# Shades aren't cool (FIXED)



## srw (30 Jul 2010)

Shaun,

Is there any way to change the default shortcuts for smileys? I ask because I'm seeing quite a lot of this sort of thing in P&L:

a) Serious point about difficult subject
B) Even more serious point about difficult subject

Personally I'd be delighted to see the wretched things switched off entirely, but that's not a common point of view...


----------



## Dan B (30 Jul 2010)

srw said:


> Personally I'd be delighted to see the wretched things switched off entirely


I believe that happened once in another cycling forum ... as you surmise, it was not a popular decision


----------



## srw (30 Jul 2010)

I know. I was there (as they say).


----------



## Shaun (30 Jul 2010)

Sorry, no, there is no method (currently) for removing smilies from posts on an individual basis.

If the option is ever added, I'll let everyone know.

Cheers,
Shaun


----------



## Arch (30 Jul 2010)

Could we just lose that smiley altogther? There's still the cool one () which is the same.

It's annoying me a bit, I must say...


----------



## Shaun (30 Jul 2010)

To get rid of any smiley requires removal of the BBcode from the posts database, and if we're replacing instances of it with a different one, the replacement code inserting.

Not a small undertaking with 1.3 million posts ... 
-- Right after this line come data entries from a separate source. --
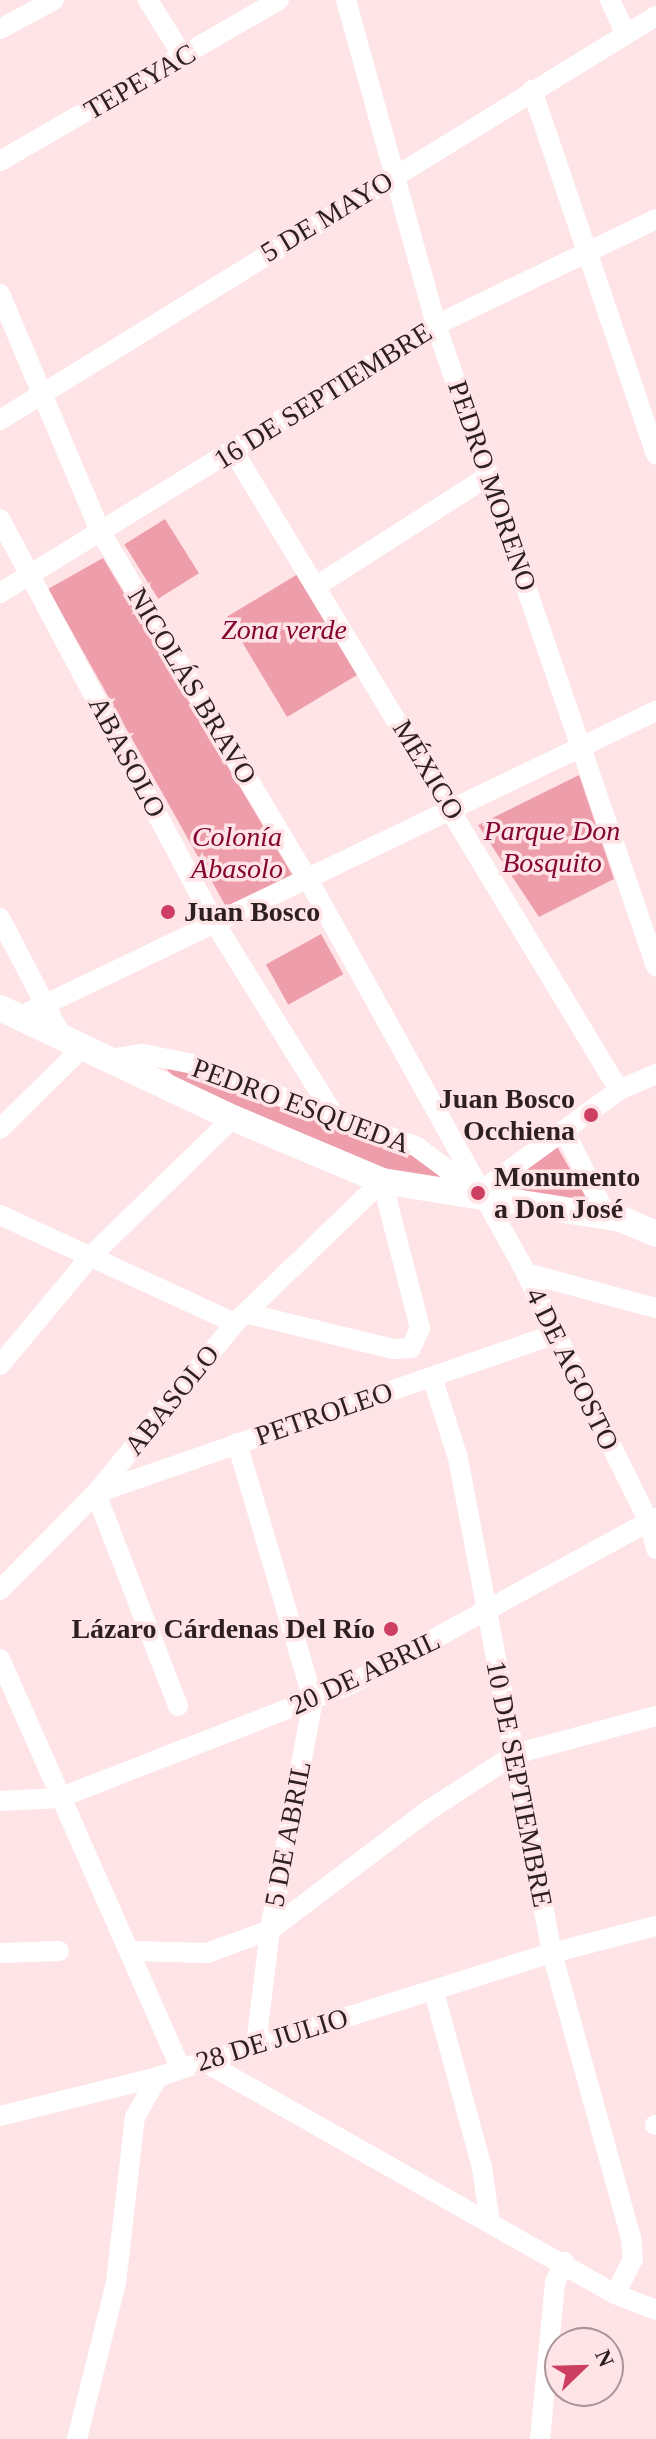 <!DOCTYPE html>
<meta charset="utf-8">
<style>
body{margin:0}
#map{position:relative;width:656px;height:2439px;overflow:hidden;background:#fee4e7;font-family:Georgia,serif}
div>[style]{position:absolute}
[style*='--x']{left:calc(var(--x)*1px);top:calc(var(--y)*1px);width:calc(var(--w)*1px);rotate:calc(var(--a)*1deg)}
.green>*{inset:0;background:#ee9eab;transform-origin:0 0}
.minor>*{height:20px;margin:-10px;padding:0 10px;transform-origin:10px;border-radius:10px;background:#fff}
.tertiary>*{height:26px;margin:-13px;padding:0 13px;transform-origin:13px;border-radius:13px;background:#fff}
.dots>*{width:22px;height:22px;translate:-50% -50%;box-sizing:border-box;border:4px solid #fee4e7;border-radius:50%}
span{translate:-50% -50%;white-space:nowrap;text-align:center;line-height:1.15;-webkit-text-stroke:7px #fee4e7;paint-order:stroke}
.street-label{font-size:28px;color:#2e1f21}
.park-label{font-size:28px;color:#840634;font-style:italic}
.poi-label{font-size:28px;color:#2e1f21;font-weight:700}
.left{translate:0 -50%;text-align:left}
.right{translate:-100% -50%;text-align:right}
.north{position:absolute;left:544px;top:2327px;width:80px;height:80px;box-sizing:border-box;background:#fee4e7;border:2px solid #ab9598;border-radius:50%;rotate:67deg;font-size:22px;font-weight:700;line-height:32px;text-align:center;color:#2e1f21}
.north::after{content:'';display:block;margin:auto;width:28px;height:36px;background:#cd3e63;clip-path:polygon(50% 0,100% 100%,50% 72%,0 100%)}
</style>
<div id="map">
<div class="green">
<div style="left:165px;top:519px;width:64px;height:48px;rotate:58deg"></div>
<div style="clip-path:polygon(103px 558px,296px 881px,229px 912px,48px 589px)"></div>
<div style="left:298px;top:574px;width:117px;height:83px;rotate:59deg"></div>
<div style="clip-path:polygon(579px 775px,614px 879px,539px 917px,478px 825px)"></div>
<div style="left:321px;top:934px;width:46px;height:63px;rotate:61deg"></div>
<div style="clip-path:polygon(160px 1063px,414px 1152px,453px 1183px,412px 1180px,182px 1084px)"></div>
<div style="clip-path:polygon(555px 1143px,591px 1206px,497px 1188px)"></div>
</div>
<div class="minor">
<div style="--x:148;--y:0;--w:68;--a:58.2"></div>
<div style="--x:346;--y:0;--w:337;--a:74.5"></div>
<div style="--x:436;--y:325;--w:678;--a:71.06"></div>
<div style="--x:610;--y:0;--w:35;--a:65"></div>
<div style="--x:0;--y:29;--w:61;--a:-28.2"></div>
<div style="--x:532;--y:90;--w:385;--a:71.2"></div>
<div style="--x:0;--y:161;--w:322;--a:-30"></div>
<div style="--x:0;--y:294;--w:257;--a:67.1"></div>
<div style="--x:100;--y:531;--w:408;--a:59.2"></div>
<div style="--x:309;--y:881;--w:448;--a:61"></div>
<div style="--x:526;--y:1273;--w:278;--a:63.7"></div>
<div style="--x:649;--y:1522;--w:28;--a:75"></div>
<div style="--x:0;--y:420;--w:770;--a:-31.63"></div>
<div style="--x:234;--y:452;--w:745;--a:58.89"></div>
<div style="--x:0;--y:519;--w:460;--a:62"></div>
<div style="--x:216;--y:925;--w:224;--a:58.2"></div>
<div style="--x:318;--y:585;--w:204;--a:-32.6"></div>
<div style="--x:0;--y:593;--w:512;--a:-31.58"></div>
<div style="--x:436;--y:325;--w:244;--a:-25.7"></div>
<div style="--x:0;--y:918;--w:132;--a:62.5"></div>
<div style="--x:19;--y:1017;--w:707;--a:-25.66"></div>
<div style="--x:111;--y:1059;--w:32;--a:-9"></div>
<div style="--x:143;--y:1054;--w:51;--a:11.3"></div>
<div style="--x:193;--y:1064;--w:239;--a:20.3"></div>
<div style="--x:417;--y:1147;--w:69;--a:36.7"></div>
<div style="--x:0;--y:1129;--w:118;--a:-44.7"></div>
<div style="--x:564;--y:1130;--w:97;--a:63.7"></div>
<div style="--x:478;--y:1193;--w:175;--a:-36.1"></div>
<div style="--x:619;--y:1090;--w:40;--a:-23.4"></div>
<div style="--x:0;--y:1215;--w:259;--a:24.7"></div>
<div style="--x:526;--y:1273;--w:135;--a:15.1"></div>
<div style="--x:0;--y:1365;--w:141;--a:-50.2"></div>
<div style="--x:90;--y:1257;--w:199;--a:-44.2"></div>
<div style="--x:432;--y:1377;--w:85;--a:72.2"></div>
<div style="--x:458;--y:1458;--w:504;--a:79.25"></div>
<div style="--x:552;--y:1953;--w:295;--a:74.5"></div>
<div style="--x:631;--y:2237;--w:22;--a:85"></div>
<div style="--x:633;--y:2259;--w:39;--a:117"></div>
<div style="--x:237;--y:1443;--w:268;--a:73.5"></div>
<div style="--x:313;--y:1700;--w:234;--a:100.6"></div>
<div style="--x:270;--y:1930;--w:115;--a:97"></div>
<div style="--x:0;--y:1590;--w:136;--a:-45.3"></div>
<div style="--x:96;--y:1493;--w:220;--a:-50.7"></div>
<div style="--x:235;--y:1323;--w:204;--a:-44"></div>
<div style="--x:382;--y:1181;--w:152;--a:75.5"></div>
<div style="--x:420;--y:1328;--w:22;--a:114"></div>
<div style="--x:411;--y:1348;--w:18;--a:177"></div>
<div style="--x:393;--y:1349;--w:152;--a:-166.3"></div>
<div style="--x:0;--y:1659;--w:448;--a:66.2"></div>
<div style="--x:181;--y:2069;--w:389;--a:-17.4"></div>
<div style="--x:552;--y:1953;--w:107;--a:-14.6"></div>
<div style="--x:178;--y:1706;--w:228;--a:-111.1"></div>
<div style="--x:96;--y:1493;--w:483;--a:-19.1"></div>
<div style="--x:0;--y:1801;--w:59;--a:-2.9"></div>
<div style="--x:59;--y:1798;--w:313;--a:-21.3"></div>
<div style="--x:351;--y:1684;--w:347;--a:-28.6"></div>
<div style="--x:132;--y:1951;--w:75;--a:1.5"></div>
<div style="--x:207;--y:1953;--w:67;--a:-20.1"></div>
<div style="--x:270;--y:1930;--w:196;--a:-37.1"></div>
<div style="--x:426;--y:1812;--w:106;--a:-33.1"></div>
<div style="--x:515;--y:1754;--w:146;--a:-15.1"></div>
<div style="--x:0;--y:1953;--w:59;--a:-1.9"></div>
<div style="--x:434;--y:1992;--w:182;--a:74.7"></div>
<div style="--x:482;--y:2168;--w:55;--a:81.6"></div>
<div style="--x:203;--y:2061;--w:473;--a:29.5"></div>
<div style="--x:615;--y:2294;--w:44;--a:21.3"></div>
<div style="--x:0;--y:2116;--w:163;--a:-13.9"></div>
<div style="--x:655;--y:2125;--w:1;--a:0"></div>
<div style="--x:77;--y:2439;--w:161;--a:-76"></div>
<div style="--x:116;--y:2283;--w:167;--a:-83.5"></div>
<div style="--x:135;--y:2117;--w:46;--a:-60.1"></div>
<div style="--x:158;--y:2077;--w:24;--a:-19"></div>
<div style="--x:540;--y:2439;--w:157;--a:-84.5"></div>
<div style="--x:555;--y:2283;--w:23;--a:-67"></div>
</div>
<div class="tertiary">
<div style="--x:0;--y:1008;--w:258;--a:25.3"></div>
<div style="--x:233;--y:1118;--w:162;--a:22.9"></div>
<div style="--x:382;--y:1181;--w:242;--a:9"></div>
<div style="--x:621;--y:1219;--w:38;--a:23"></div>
</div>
<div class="dots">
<div style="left:168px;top:912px;background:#cd3e63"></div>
<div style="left:591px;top:1115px;background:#cd3e63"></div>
<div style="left:478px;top:1193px;background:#cd3e63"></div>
<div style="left:391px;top:1629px;background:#cd3e63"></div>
</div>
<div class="street-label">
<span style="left:140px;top:82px;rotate:-30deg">TEPEYAC</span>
<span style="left:327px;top:217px;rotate:-31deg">5 DE MAYO</span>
<span style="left:323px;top:396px;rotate:-32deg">16 DE SEPTIEMBRE</span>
<span style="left:492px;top:486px;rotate:71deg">PEDRO MORENO</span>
<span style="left:192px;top:686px;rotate:59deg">NICOLÁS BRAVO</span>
<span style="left:127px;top:757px;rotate:62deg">ABASOLO</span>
<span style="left:428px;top:770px;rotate:59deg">MÉXICO</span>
<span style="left:301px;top:1106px;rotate:20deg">PEDRO ESQUEDA</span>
<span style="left:572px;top:1369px;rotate:64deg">4 DE AGOSTO</span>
<span style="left:172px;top:1400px;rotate:-51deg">ABASOLO</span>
<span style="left:324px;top:1414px;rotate:-19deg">PETROLEO</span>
<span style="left:365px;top:1673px;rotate:-25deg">20 DE ABRIL</span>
<span style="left:519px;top:1784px;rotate:79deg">10 DE SEPTIEMBRE</span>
<span style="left:288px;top:1834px;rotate:-79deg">5 DE ABRIL</span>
<span style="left:272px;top:2040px;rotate:-17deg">28 DE JULIO</span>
</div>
<div class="park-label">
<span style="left:284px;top:630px">Zona verde</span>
<span style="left:552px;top:847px">Parque Don<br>Bosquito</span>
<span style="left:237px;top:853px">Colonía<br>Abasolo</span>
</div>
<div class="poi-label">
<span class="left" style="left:184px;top:912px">Juan Bosco</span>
<span class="right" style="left:575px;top:1115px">Juan Bosco<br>Occhiena</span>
<span class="left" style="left:494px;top:1193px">Monumento<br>a Don José</span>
<span class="right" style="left:375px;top:1629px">Lázaro Cárdenas Del Río</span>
</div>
<div class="north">N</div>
</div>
I'll review the current list and see about removing duplicates, but it'll be a while before I get to it.

Cheers,
Shaun


----------



## Arch (30 Jul 2010)

Need we replace all the instances of it? 

Also, the problem one ( B) ) is the newer one, that came with the new forum - so it won't go back far.

I don't think it's used all that often - well not on purpose....


----------



## HJ (30 Jul 2010)

The simple answer is to use the Adblock Plus browser plugin and block it your self...


----------



## Shaun (30 Jul 2010)

Ah, the penny has just dropped ... I couldn't get the gist of it when browsing on the mobile skin.

Alphabet bullets are being fudged by the b ) smiley shortcut.

I've changed that particular one from b) to :be cool: <- minus the space, so it shouldn't have a negative effect on bullet lists now.

Cheers,
Shaun


----------



## Shaun (30 Jul 2010)

Just to double-check:

a) We need more smilies
b) But not with shortcuts for common items we put in posts
c) And certainly no more "cool" ones ... lol

Cheers,
Shaun


----------



## Shaun (30 Jul 2010)

Bingo


----------



## Arch (31 Jul 2010)

Brilliant! Cheers Shaun!

Now, is there way to sort the issue about needing a space in front of smilies, otherwise you only get the code thus

I'm just about remembering to bung a space in, but I notice a lot of people are not...


----------



## Shaun (31 Jul 2010)

No, not at the moment. Me and a few other forum owners have petitioned the developers to make it work regardless of the space so we'll see what happens.


----------



## HLaB (31 Jul 2010)

HJ said:


> The simple answer is to use the Adblock Plus browser plugin and block it your self...



I use Adblock plus and by default it doesn't block smilies and I don't think I'll change that because I think they are


----------